PPP sangat kompleks, sepertinya kubu Djan Faridz masih berkuku. Kubu Romi sebenarnya ingin Ahok, agar mereka tetap mendapat kepercayaan dari Jokowi. Tapi apa daya kubu Djan Faridz bakal membawa gerbongnya bergabung melawan Ahok.
Tinggal partai-partai besar yang belum menentukan pilihan. Ada PDI-P disana, ada Golkar dan ada Gerindra. Sudah dipastikan Gerindra akan mencalon orangnya untuk melawan Ahok. Partai-partai penentang Ahok dengan senang hati bergabung. Gerindra tetap menjadi leadernya. Sandiaga Uno lah orangnya. Calon yang paling menjual dan bagus untuk dipoles melawan Ahok. Bagi Gerindra, ini adalah moment “pembalasan dendam” setelah merasa dikhianati oleh Jokowi dan Ahok.
PDI-P dan Golkar, wuiih dua partai ini unik loh. Keduanya adalah partai pemerintah loh. Jokowi sang Petugas Partai yang sudah superpower ini bisa dibilang kuasai minimal 50 persen pengaruh di PDI-P. Sedangkan Golkar, siapa yangtidak tau Jusuf Kalla adalah mantan Ketua Golkar. Bagaimanapun pengaruh Jk ke Golkar hampir sama seperti pengaruh Jokowi ke PDI-P. Mari kita lihat sama-sama, gerbong PDI-P dan Golkar bakal mengekor di belakang Ahok.
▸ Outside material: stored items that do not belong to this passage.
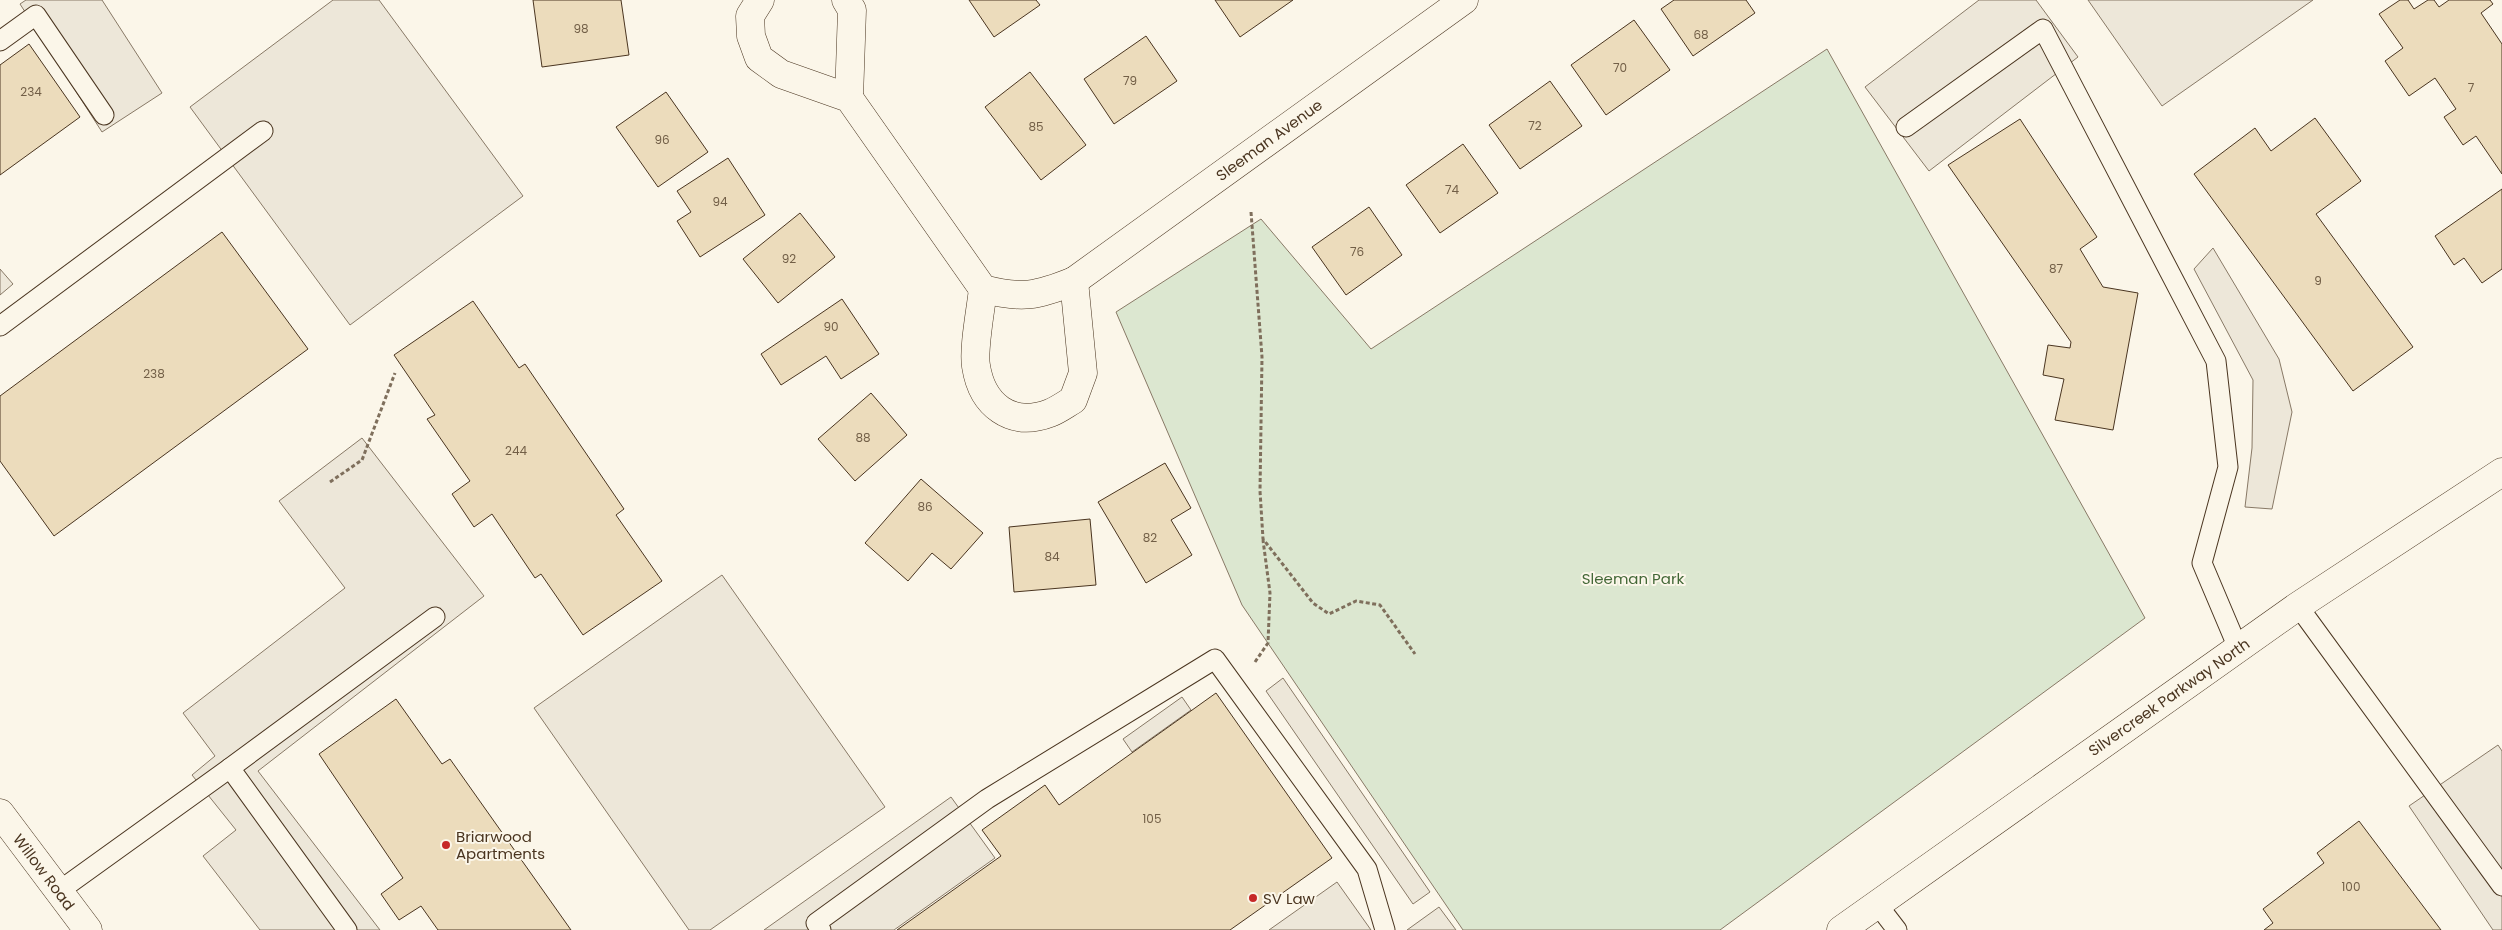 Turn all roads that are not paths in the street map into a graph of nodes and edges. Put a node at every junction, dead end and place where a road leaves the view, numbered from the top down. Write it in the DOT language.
graph roads {
  1 [pos="760,0"];
  2 [pos="846,0"];
  3 [pos="1451,4"];
  4 [pos="0,41"];
  5 [pos="849,98"];
  6 [pos="104,115"];
  7 [pos="1906,126"];
  8 [pos="263,131"];
  9 [pos="1074,281"];
  10 [pos="983,289"];
  11 [pos="0,326"];
  12 [pos="2502,472"];
  13 [pos="2298,606"];
  14 [pos="435,617"];
  15 [pos="2238,648"];
  16 [pos="230,768"];
  17 [pos="0,814"];
  18 [pos="2502,886"];
  19 [pos="59,891"];
  20 [pos="1878,904"];
  21 [pos="1378,926"];
  22 [pos="88,930"];
  23 [pos="346,930"];
  24 [pos="821,930"];
  25 [pos="1841,930"];
  26 [pos="1897,930"];
  1 -- 5 [label="street"];
  2 -- 5 [label="street"];
  3 -- 9 [label="street, Sleeman Avenue"];
  4 -- 6 [label="lane"];
  5 -- 10 [label="street"];
  7 -- 15 [label="lane"];
  8 -- 11 [label="lane"];
  9 -- 10 [label="street, Sleeman Avenue"];
  9 -- 10 [label="street"];
  12 -- 13 [label="street, Silvercreek Parkway North"];
  13 -- 15 [label="street, Silvercreek Parkway North"];
  13 -- 18 [label="lane"];
  14 -- 16 [label="lane"];
  15 -- 20 [label="street, Silvercreek Parkway North"];
  16 -- 19 [label="lane"];
  16 -- 23 [label="lane"];
  17 -- 19 [label="street, Willow Road"];
  19 -- 22 [label="street, Willow Road"];
  20 -- 25 [label="street, Silvercreek Parkway North"];
  20 -- 26 [label="lane"];
  21 -- 24 [label="lane"];
}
Strategi Ahok yang pastinya sudah mendapat restu Jokowi untuk menggandeng Heru Budi Hartono jelas-jelas menunjukkan diri jika dia didukung Jokowi. Sulit bagi PDI-P untuk tidak ikut di gerbong Ahok. Begitupun dengan Golkar, konflik mereka yang masih terus meruncing mendekati pemilihan calon ketua umum pasti membutuhkan dukungan kekuasaan. Dan mantan ketua umum mereka kini berkuasa sebagai Wakil Presiden. Jelas mereka tak mau mengambil resiko.
Kalau kita lihat statistik kekuatan Ahok vs Sandiaga Uno, partai-partai pendukungnya sangat mirip sekali. Hanya ada beberapa yang berubah haluan, Golkar dan PAN. Demokrat seperti biasa akan berpihak ke Parbowo CS, meski sebagian kadernya akan teriak-teriak mendukung Ahok. See...mirip kan dengan pilpres yang lalu. Tahun 2017 adalah tahunnya Ahok dan Sandiaga Uno, ini hanya cerita tetang mereka berdua, yang menjadi pemanas bagi pertarungan Jokowi vs Prabowo jilid II.